Assignment = Scan the data below for lines holding the word "dead", and copy each line found.

*** Begin section ***

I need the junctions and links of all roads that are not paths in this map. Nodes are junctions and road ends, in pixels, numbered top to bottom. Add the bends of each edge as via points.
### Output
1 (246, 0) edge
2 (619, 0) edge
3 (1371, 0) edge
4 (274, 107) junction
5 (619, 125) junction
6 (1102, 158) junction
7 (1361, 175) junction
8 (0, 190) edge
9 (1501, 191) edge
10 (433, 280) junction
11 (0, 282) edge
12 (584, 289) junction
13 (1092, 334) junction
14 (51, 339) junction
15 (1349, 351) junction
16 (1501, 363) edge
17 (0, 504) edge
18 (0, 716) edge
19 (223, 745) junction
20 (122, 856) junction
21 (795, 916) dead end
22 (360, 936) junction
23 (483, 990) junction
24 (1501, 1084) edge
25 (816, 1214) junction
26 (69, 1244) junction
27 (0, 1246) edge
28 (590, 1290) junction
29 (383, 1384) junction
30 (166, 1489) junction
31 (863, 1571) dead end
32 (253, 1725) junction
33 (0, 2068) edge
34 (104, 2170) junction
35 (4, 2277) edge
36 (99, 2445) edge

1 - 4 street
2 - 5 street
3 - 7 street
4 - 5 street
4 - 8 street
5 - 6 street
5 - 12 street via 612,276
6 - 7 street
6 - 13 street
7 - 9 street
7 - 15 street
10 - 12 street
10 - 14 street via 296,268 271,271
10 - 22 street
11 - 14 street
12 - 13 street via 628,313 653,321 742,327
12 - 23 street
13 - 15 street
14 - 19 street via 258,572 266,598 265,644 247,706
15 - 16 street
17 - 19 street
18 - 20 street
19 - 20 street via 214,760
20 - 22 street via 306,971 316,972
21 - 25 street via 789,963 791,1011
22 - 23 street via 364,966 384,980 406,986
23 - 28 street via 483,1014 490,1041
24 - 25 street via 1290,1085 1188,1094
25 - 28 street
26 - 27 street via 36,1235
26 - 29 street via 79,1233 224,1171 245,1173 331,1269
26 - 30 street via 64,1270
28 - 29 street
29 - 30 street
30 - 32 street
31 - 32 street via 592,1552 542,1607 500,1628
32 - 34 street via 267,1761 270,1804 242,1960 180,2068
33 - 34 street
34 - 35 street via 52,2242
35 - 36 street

*** End section ***

Solution for this task =
21 (795, 916) dead end
31 (863, 1571) dead end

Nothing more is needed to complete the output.